• _Your assignment_:
Search the material below for "Pawła" and copy every line where it occurs.

━━━━━━━━━━

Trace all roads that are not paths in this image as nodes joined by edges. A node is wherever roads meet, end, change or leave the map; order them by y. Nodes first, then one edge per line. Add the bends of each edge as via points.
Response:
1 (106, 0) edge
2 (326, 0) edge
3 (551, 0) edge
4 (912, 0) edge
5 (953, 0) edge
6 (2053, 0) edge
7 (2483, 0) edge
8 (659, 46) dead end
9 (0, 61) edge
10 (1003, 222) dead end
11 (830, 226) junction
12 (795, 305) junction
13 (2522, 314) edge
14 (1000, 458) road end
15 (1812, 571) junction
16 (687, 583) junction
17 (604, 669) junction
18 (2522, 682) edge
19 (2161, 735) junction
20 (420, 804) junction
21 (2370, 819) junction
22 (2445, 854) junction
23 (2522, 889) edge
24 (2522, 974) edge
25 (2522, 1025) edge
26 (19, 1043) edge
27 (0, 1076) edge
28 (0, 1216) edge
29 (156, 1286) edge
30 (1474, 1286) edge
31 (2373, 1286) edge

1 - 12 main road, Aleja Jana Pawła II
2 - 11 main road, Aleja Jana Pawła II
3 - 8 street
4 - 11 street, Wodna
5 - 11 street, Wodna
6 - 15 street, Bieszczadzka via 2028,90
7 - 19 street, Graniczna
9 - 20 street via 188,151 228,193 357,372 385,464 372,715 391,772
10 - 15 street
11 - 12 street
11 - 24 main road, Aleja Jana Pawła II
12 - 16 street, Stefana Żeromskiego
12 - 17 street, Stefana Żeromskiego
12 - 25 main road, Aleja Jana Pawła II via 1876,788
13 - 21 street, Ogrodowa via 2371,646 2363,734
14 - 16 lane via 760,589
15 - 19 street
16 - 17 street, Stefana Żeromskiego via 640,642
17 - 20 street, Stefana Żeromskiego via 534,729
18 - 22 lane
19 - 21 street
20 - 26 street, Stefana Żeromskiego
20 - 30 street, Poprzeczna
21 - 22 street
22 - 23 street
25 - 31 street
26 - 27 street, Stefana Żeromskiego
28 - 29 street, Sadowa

━━━━━━━━━━

• _Task solution_:
1 - 12 main road, Aleja Jana Pawła II
2 - 11 main road, Aleja Jana Pawła II
11 - 24 main road, Aleja Jana Pawła II
12 - 25 main road, Aleja Jana Pawła II via 1876,788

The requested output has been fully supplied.